### Exercise
Can the data below be set down again exactly, line for line?

** Opening Available data block **

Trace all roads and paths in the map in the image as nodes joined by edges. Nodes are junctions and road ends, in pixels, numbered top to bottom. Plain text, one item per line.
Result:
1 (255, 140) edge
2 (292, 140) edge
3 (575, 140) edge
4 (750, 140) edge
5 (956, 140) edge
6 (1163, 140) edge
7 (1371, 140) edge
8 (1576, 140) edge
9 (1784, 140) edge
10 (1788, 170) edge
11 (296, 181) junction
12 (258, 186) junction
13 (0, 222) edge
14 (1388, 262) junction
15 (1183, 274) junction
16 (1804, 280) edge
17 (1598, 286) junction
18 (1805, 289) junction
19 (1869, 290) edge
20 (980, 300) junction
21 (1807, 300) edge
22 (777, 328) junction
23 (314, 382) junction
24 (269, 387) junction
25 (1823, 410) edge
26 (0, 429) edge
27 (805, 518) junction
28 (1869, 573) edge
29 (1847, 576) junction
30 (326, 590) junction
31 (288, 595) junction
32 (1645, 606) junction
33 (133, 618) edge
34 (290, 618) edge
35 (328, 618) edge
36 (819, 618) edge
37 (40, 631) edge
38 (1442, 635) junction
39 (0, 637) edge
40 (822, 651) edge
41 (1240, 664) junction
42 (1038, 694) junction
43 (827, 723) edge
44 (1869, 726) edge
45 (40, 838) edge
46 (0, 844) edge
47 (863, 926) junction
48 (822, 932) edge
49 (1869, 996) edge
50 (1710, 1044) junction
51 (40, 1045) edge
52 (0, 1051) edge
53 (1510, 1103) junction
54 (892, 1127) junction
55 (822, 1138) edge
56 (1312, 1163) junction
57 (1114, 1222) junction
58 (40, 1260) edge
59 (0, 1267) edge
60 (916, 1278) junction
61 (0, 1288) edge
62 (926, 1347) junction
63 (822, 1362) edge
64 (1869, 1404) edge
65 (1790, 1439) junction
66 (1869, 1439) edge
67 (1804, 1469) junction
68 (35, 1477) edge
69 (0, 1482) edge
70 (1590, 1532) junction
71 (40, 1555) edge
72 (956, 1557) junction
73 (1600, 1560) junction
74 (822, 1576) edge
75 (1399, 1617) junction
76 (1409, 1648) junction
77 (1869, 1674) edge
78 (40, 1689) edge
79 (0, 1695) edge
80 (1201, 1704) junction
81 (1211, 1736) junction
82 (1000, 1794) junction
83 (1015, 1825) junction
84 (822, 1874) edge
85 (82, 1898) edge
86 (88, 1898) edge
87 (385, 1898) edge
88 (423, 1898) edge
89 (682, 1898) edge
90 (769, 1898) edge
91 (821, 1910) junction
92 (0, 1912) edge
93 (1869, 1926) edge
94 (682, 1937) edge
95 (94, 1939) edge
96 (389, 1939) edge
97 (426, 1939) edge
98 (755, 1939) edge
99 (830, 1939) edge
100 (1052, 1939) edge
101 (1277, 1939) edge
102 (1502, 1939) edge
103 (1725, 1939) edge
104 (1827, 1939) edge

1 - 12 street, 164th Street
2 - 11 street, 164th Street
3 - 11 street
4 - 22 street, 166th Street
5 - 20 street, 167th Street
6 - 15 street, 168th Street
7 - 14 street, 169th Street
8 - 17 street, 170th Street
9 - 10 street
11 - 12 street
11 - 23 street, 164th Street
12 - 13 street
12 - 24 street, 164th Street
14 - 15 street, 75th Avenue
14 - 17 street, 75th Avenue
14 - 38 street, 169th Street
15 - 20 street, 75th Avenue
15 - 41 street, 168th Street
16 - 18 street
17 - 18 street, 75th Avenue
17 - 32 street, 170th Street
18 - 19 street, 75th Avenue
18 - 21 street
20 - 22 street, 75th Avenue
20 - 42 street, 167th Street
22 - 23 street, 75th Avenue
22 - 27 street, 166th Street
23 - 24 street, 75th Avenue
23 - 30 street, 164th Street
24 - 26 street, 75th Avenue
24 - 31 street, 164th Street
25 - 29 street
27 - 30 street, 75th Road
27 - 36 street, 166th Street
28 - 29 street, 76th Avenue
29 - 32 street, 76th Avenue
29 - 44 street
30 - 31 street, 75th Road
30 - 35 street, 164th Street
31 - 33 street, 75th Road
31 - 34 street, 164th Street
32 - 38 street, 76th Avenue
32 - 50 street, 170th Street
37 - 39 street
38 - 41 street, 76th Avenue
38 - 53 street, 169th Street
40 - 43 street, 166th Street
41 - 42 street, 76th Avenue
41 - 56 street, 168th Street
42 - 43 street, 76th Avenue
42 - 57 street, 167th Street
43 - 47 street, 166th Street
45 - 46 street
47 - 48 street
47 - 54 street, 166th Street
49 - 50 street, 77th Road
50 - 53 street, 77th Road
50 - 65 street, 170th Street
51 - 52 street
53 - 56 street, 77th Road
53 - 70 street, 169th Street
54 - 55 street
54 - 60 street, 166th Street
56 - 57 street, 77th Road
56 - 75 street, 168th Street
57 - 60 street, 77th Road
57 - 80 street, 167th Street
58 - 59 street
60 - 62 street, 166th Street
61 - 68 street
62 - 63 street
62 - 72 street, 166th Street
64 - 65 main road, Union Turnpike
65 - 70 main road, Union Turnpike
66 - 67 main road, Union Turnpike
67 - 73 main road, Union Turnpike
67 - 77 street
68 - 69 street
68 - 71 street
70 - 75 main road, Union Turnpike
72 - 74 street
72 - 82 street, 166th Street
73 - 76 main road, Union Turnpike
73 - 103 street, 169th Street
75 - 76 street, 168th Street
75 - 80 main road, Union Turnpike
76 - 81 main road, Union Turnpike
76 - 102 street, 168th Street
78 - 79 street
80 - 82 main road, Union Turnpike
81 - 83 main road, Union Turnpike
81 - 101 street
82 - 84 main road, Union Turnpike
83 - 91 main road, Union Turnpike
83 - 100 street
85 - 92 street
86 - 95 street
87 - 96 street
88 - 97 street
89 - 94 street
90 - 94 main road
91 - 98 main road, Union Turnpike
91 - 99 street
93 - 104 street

** Closing Available data block **

### Solution for this exercise
Trace all roads and paths in the map in the image as nodes joined by edges. Nodes are junctions and road ends, in pixels, numbered top to bottom. Plain text, one item per line.
Result:
1 (255, 140) edge
2 (292, 140) edge
3 (575, 140) edge
4 (750, 140) edge
5 (956, 140) edge
6 (1163, 140) edge
7 (1371, 140) edge
8 (1576, 140) edge
9 (1784, 140) edge
10 (1788, 170) edge
11 (296, 181) junction
12 (258, 186) junction
13 (0, 222) edge
14 (1388, 262) junction
15 (1183, 274) junction
16 (1804, 280) edge
17 (1598, 286) junction
18 (1805, 289) junction
19 (1869, 290) edge
20 (980, 300) junction
21 (1807, 300) edge
22 (777, 328) junction
23 (314, 382) junction
24 (269, 387) junction
25 (1823, 410) edge
26 (0, 429) edge
27 (805, 518) junction
28 (1869, 573) edge
29 (1847, 576) junction
30 (326, 590) junction
31 (288, 595) junction
32 (1645, 606) junction
33 (133, 618) edge
34 (290, 618) edge
35 (328, 618) edge
36 (819, 618) edge
37 (40, 631) edge
38 (1442, 635) junction
39 (0, 637) edge
40 (822, 651) edge
41 (1240, 664) junction
42 (1038, 694) junction
43 (827, 723) edge
44 (1869, 726) edge
45 (40, 838) edge
46 (0, 844) edge
47 (863, 926) junction
48 (822, 932) edge
49 (1869, 996) edge
50 (1710, 1044) junction
51 (40, 1045) edge
52 (0, 1051) edge
53 (1510, 1103) junction
54 (892, 1127) junction
55 (822, 1138) edge
56 (1312, 1163) junction
57 (1114, 1222) junction
58 (40, 1260) edge
59 (0, 1267) edge
60 (916, 1278) junction
61 (0, 1288) edge
62 (926, 1347) junction
63 (822, 1362) edge
64 (1869, 1404) edge
65 (1790, 1439) junction
66 (1869, 1439) edge
67 (1804, 1469) junction
68 (35, 1477) edge
69 (0, 1482) edge
70 (1590, 1532) junction
71 (40, 1555) edge
72 (956, 1557) junction
73 (1600, 1560) junction
74 (822, 1576) edge
75 (1399, 1617) junction
76 (1409, 1648) junction
77 (1869, 1674) edge
78 (40, 1689) edge
79 (0, 1695) edge
80 (1201, 1704) junction
81 (1211, 1736) junction
82 (1000, 1794) junction
83 (1015, 1825) junction
84 (822, 1874) edge
85 (82, 1898) edge
86 (88, 1898) edge
87 (385, 1898) edge
88 (423, 1898) edge
89 (682, 1898) edge
90 (769, 1898) edge
91 (821, 1910) junction
92 (0, 1912) edge
93 (1869, 1926) edge
94 (682, 1937) edge
95 (94, 1939) edge
96 (389, 1939) edge
97 (426, 1939) edge
98 (755, 1939) edge
99 (830, 1939) edge
100 (1052, 1939) edge
101 (1277, 1939) edge
102 (1502, 1939) edge
103 (1725, 1939) edge
104 (1827, 1939) edge

1 - 12 street, 164th Street
2 - 11 street, 164th Street
3 - 11 street
4 - 22 street, 166th Street
5 - 20 street, 167th Street
6 - 15 street, 168th Street
7 - 14 street, 169th Street
8 - 17 street, 170th Street
9 - 10 street
11 - 12 street
11 - 23 street, 164th Street
12 - 13 street
12 - 24 street, 164th Street
14 - 15 street, 75th Avenue
14 - 17 street, 75th Avenue
14 - 38 street, 169th Street
15 - 20 street, 75th Avenue
15 - 41 street, 168th Street
16 - 18 street
17 - 18 street, 75th Avenue
17 - 32 street, 170th Street
18 - 19 street, 75th Avenue
18 - 21 street
20 - 22 street, 75th Avenue
20 - 42 street, 167th Street
22 - 23 street, 75th Avenue
22 - 27 street, 166th Street
23 - 24 street, 75th Avenue
23 - 30 street, 164th Street
24 - 26 street, 75th Avenue
24 - 31 street, 164th Street
25 - 29 street
27 - 30 street, 75th Road
27 - 36 street, 166th Street
28 - 29 street, 76th Avenue
29 - 32 street, 76th Avenue
29 - 44 street
30 - 31 street, 75th Road
30 - 35 street, 164th Street
31 - 33 street, 75th Road
31 - 34 street, 164th Street
32 - 38 street, 76th Avenue
32 - 50 street, 170th Street
37 - 39 street
38 - 41 street, 76th Avenue
38 - 53 street, 169th Street
40 - 43 street, 166th Street
41 - 42 street, 76th Avenue
41 - 56 street, 168th Street
42 - 43 street, 76th Avenue
42 - 57 street, 167th Street
43 - 47 street, 166th Street
45 - 46 street
47 - 48 street
47 - 54 street, 166th Street
49 - 50 street, 77th Road
50 - 53 street, 77th Road
50 - 65 street, 170th Street
51 - 52 street
53 - 56 street, 77th Road
53 - 70 street, 169th Street
54 - 55 street
54 - 60 street, 166th Street
56 - 57 street, 77th Road
56 - 75 street, 168th Street
57 - 60 street, 77th Road
57 - 80 street, 167th Street
58 - 59 street
60 - 62 street, 166th Street
61 - 68 street
62 - 63 street
62 - 72 street, 166th Street
64 - 65 main road, Union Turnpike
65 - 70 main road, Union Turnpike
66 - 67 main road, Union Turnpike
67 - 73 main road, Union Turnpike
67 - 77 street
68 - 69 street
68 - 71 street
70 - 75 main road, Union Turnpike
72 - 74 street
72 - 82 street, 166th Street
73 - 76 main road, Union Turnpike
73 - 103 street, 169th Street
75 - 76 street, 168th Street
75 - 80 main road, Union Turnpike
76 - 81 main road, Union Turnpike
76 - 102 street, 168th Street
78 - 79 street
80 - 82 main road, Union Turnpike
81 - 83 main road, Union Turnpike
81 - 101 street
82 - 84 main road, Union Turnpike
83 - 91 main road, Union Turnpike
83 - 100 street
85 - 92 street
86 - 95 street
87 - 96 street
88 - 97 street
89 - 94 street
90 - 94 main road
91 - 98 main road, Union Turnpike
91 - 99 street
93 - 104 street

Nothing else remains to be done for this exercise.